Dünya gözünü Rusya Ukrayna savaşına çevirmişken Pakistan’da büyük bir kaos yaşanıyor. “Renkli Devrim”lerle bölgeyi dizayn etmeye çalışan ABD, “yeni dünya düzeni” denkleminde küresel güç olduğunu ispatlamak için her türlü yolu deniyor.
Afganistan yıllarca uyguladığı kaos planını, Ocak ayında Kazakistan’da devreye sokan ABD, Orta Asya’daki enerji kaynak ve yollarının kontrolünü ele geçirme planlarını parça parça devreye sokuyor.
Bunun en önemli sebebi de adım adım ilerleyen “Kuşak-Yol Projesi”. Çin bu projeyle; Kazakistan, Rusya, Türkiye, Azerbaycan ve Gürcistan gibi birçok ülkeyle birlikte hareket etmek ve yapılan demir ve kara yolu bağlantılarıyla Avrupa ülkelerine ulaşmak istiyor. 1 trilyon dolarlık yatırımı ve 3 milyardan fazla nüfusu bünyesinde barındıran (Avrupa, Asya ve Afrika) proje, Türkiye’nin de içinde bulunduğu 64 ülkeyi içeriyor.
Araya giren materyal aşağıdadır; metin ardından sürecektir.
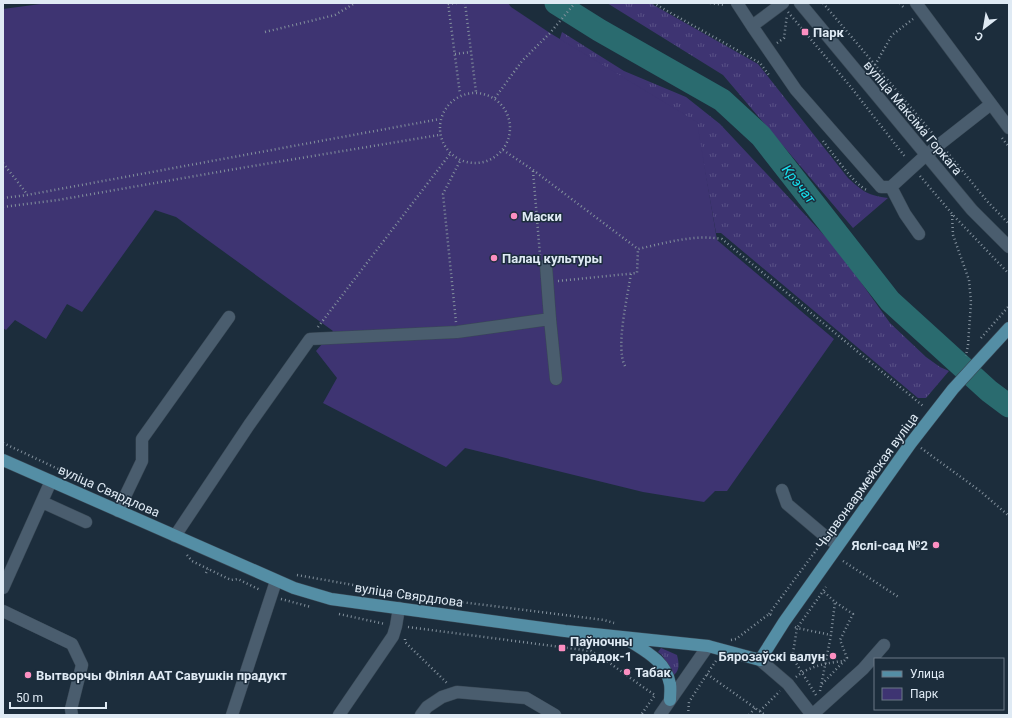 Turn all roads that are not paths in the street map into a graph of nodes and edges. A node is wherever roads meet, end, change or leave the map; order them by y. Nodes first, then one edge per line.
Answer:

Kendisine meydan okuma olarak gören ABD, Çin’in bu küresel projesini durdurmak için hamle üzerine hamle yapıyor. ABD, Japonya, Hindistan ve Avustralya dörtlü ittifak hamlesi yapmakla kalmayıp, bu projenin paydaşlarından olan Kazakistan’da kaos çıkartılarak balans ayarı verildi.
*
Türkiye gerek stratejik konumu, gerekse Bakü-Tiflis-Kars Demir Yolu projesi ile “Kuşak -Yol Projesi”nde kilit rol oynuyor. Bu projenin kapsama alanına giren ülkelerden biri de Pakistan. “Kuşak-Yol Projesi”nin bayrak gemisi konumundaki Pakistan, İngiliz ve Hindulardan sonra Amerikalıların hedefi haline geldi. 14 Ağustos 1947’de bağımsızlığını kazandıktan sonra sürekli askeri darbelerle demokrasisi kesintiye uğrayan Pakistan yine, yeniden büyük bir sınama ve kaosla karşı karşıya kaldı.
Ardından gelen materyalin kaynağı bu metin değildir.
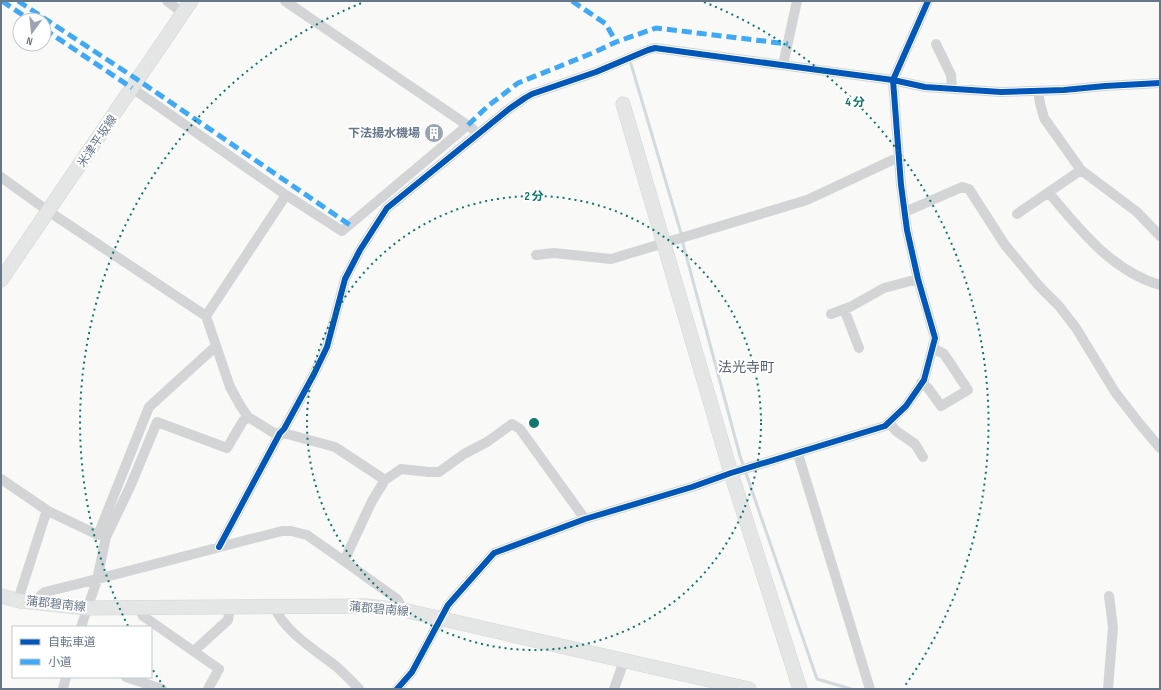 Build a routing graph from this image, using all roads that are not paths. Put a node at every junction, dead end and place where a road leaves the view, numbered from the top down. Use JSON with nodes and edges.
{"nodes":[{"id":1,"x":167,"y":1,"type":"edge"},
{"id":2,"x":285,"y":1,"type":"edge"},
{"id":3,"x":797,"y":1,"type":"edge"},
{"id":4,"x":928,"y":1,"type":"edge"},
{"id":5,"x":187,"y":7,"type":"edge"},
{"id":6,"x":936,"y":44,"type":"dead end"},
{"id":7,"x":784,"y":65,"type":"junction"},
{"id":8,"x":893,"y":80,"type":"junction"},
{"id":9,"x":1160,"y":83,"type":"edge"},
{"id":10,"x":132,"y":88,"type":"junction"},
{"id":11,"x":952,"y":88,"type":"junction"},
{"id":12,"x":1038,"y":91,"type":"junction"},
{"id":13,"x":623,"y":104,"type":"dead end"},
{"id":14,"x":468,"y":125,"type":"junction"},
{"id":15,"x":480,"y":133,"type":"junction"},
{"id":16,"x":899,"y":157,"type":"junction"},
{"id":17,"x":1081,"y":170,"type":"junction"},
{"id":18,"x":1,"y":177,"type":"edge"},
{"id":19,"x":1049,"y":193,"type":"junction"},
{"id":20,"x":286,"y":195,"type":"junction"},
{"id":21,"x":48,"y":211,"type":"junction"},
{"id":22,"x":905,"y":212,"type":"junction"},
{"id":23,"x":1017,"y":214,"type":"dead end"},
{"id":24,"x":1160,"y":236,"type":"edge"},
{"id":25,"x":665,"y":242,"type":"junction"},
{"id":26,"x":536,"y":255,"type":"dead end"},
{"id":27,"x":918,"y":279,"type":"junction"},
{"id":28,"x":1,"y":280,"type":"edge"},
{"id":29,"x":1160,"y":285,"type":"edge"},
{"id":30,"x":844,"y":309,"type":"junction"},
{"id":31,"x":831,"y":314,"type":"dead end"},
{"id":32,"x":206,"y":316,"type":"junction"},
{"id":33,"x":216,"y":346,"type":"junction"},
{"id":34,"x":859,"y":348,"type":"dead end"},
{"id":35,"x":933,"y":348,"type":"junction"},
{"id":36,"x":921,"y":383,"type":"junction"},
{"id":37,"x":248,"y":417,"type":"junction"},
{"id":38,"x":890,"y":422,"type":"junction"},
{"id":39,"x":280,"y":433,"type":"junction"},
{"id":40,"x":1160,"y":448,"type":"edge"},
{"id":41,"x":798,"y":454,"type":"junction"},
{"id":42,"x":923,"y":457,"type":"dead end"},
{"id":43,"x":731,"y":473,"type":"junction"},
{"id":44,"x":1,"y":479,"type":"edge"},
{"id":45,"x":385,"y":480,"type":"junction"},
{"id":46,"x":47,"y":510,"type":"junction"},
{"id":47,"x":584,"y":519,"type":"junction"},
{"id":48,"x":219,"y":547,"type":"junction"},
{"id":49,"x":344,"y":560,"type":"junction"},
{"id":50,"x":92,"y":581,"type":"junction"},
{"id":51,"x":1,"y":596,"type":"edge"},
{"id":52,"x":1109,"y":596,"type":"dead end"},
{"id":53,"x":18,"y":600,"type":"junction"},
{"id":54,"x":37,"y":603,"type":"junction"},
{"id":55,"x":230,"y":607,"type":"junction"},
{"id":56,"x":275,"y":607,"type":"junction"},
{"id":57,"x":86,"y":608,"type":"junction"},
{"id":58,"x":142,"y":608,"type":"junction"},
{"id":59,"x":403,"y":610,"type":"junction"},
{"id":60,"x":440,"y":618,"type":"junction"},
{"id":61,"x":81,"y":626,"type":"edge"},
{"id":62,"x":194,"y":651,"type":"junction"},
{"id":63,"x":624,"y":661,"type":"junction"},
{"id":64,"x":66,"y":678,"type":"edge"},
{"id":65,"x":129,"y":678,"type":"edge"},
{"id":66,"x":729,"y":687,"type":"edge"},
{"id":67,"x":63,"y":689,"type":"edge"},
{"id":68,"x":162,"y":689,"type":"edge"},
{"id":69,"x":208,"y":689,"type":"edge"},
{"id":70,"x":359,"y":689,"type":"edge"},
{"id":71,"x":397,"y":689,"type":"edge"},
{"id":72,"x":614,"y":689,"type":"edge"},
{"id":73,"x":749,"y":689,"type":"edge"},
{"id":74,"x":800,"y":689,"type":"edge"},
{"id":75,"x":870,"y":689,"type":"edge"},
{"id":76,"x":1108,"y":689,"type":"edge"}],
"edges":[{"from":1,"to":5,"type":"street"},
{"from":2,"to":14,"type":"street"},
{"from":3,"to":7,"type":"street"},
{"from":4,"to":8,"type":"street"},
{"from":5,"to":10,"type":"main road","name":"米津平坂線"},
{"from":6,"to":11,"type":"street"},
{"from":7,"to":8,"type":"street"},
{"from":7,"to":15,"type":"street"},
{"from":8,"to":11,"type":"street"},
{"from":8,"to":16,"type":"street"},
{"from":9,"to":12,"type":"street"},
{"from":10,"to":20,"type":"street"},
{"from":10,"to":21,"type":"main road","name":"米津平坂線"},
{"from":11,"to":12,"type":"street"},
{"from":12,"to":17,"type":"street"},
{"from":13,"to":25,"type":"main road"},
{"from":14,"to":15,"type":"street"},
{"from":14,"to":20,"type":"street"},
{"from":15,"to":39,"type":"street"},
{"from":16,"to":22,"type":"street"},
{"from":16,"to":25,"type":"street"},
{"from":17,"to":19,"type":"street"},
{"from":17,"to":24,"type":"street"},
{"from":18,"to":21,"type":"street"},
{"from":19,"to":23,"type":"street"},
{"from":19,"to":29,"type":"street"},
{"from":20,"to":32,"type":"street"},
{"from":21,"to":28,"type":"main road","name":"米津平坂線"},
{"from":21,"to":32,"type":"street"},
{"from":22,"to":27,"type":"street"},
{"from":22,"to":40,"type":"street"},
{"from":25,"to":26,"type":"street"},
{"from":25,"to":43,"type":"main road"},
{"from":27,"to":30,"type":"street"},
{"from":27,"to":35,"type":"street"},
{"from":30,"to":31,"type":"street"},
{"from":30,"to":34,"type":"street"},
{"from":32,"to":33,"type":"street"},
{"from":33,"to":37,"type":"street"},
{"from":33,"to":46,"type":"street"},
{"from":35,"to":36,"type":"street"},
{"from":35,"to":36,"type":"street"},
{"from":36,"to":38,"type":"street"},
{"from":37,"to":39,"type":"street"},
{"from":37,"to":50,"type":"street"},
{"from":38,"to":41,"type":"street"},
{"from":38,"to":42,"type":"street"},
{"from":39,"to":45,"type":"street"},
{"from":39,"to":48,"type":"street"},
{"from":41,"to":43,"type":"street"},
{"from":41,"to":75,"type":"street"},
{"from":43,"to":47,"type":"street"},
{"from":43,"to":74,"type":"main road"},
{"from":44,"to":46,"type":"street"},
{"from":45,"to":47,"type":"street"},
{"from":45,"to":49,"type":"street"},
{"from":46,"to":53,"type":"street"},
{"from":47,"to":60,"type":"street"},
{"from":48,"to":49,"type":"street"},
{"from":48,"to":50,"type":"street"},
{"from":49,"to":59,"type":"street"},
{"from":50,"to":54,"type":"street"},
{"from":50,"to":57,"type":"street"},
{"from":51,"to":53,"type":"main road","name":"蒲郡碧南線"},
{"from":52,"to":76,"type":"street"},
{"from":53,"to":54,"type":"main road","name":"蒲郡碧南線"},
{"from":54,"to":57,"type":"main road","name":"蒲郡碧南線"},
{"from":55,"to":56,"type":"main road","name":"蒲郡碧南線"},
{"from":55,"to":58,"type":"main road","name":"蒲郡碧南線"},
{"from":55,"to":62,"type":"street"},
{"from":56,"to":59,"type":"main road","name":"蒲郡碧南線"},
{"from":56,"to":70,"type":"street"},
{"from":57,"to":58,"type":"main road","name":"蒲郡碧南線"},
{"from":57,"to":61,"type":"street"},
{"from":58,"to":62,"type":"street"},
{"from":59,"to":60,"type":"main road","name":"蒲郡碧南線"},
{"from":60,"to":63,"type":"main road","name":"蒲郡碧南線"},
{"from":60,"to":71,"type":"street"},
{"from":62,"to":69,"type":"street"},
{"from":63,"to":66,"type":"main road","name":"蒲郡碧南線"},
{"from":63,"to":72,"type":"street"},
{"from":64,"to":67,"type":"street"},
{"from":65,"to":68,"type":"street"},
{"from":66,"to":73,"type":"main road","name":"蒲郡碧南線"}]}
ABD’nin, “İmran Han giderse Pakistan affedilecek, aksi halde sonuçları olacak” tehditlerinin yoğunlaştığı bir dönemde Pakistan Parlamentosu, 3 Nisan 2022 tarihinde Başbakan İmran Han’ın görevden alınması için gensoru verdi. Parlamentoda güvensizlik oylamasının reddedilmesinin ardından erken seçim isteyen Başbakan İmran Han’ın çağrısı üzerine Cumhurbaşkanı Arif Alvi Meclis’i feshetti.
10 Nisan'da parlamentoda yapılan güven oylamasında 174 “hayır” oyuyla İmran Han hükümeti düştü. Ülkede 3 dönem başbakanlık yapan Navaz Şerif'in kardeşi Şahbaz Şerif, 11 Nisan'da Meclis’te düzenlenen seçimde 174 oyla salt çoğunluğun desteğini alarak başbakan seçildi.
*
Fakat hem siyaseten, hem ekonomik olarak, hem de doğal açıdan sular durulmadı. Pakistan asrın en büyük sel felaketine maruz kalarak sular altında kaldı.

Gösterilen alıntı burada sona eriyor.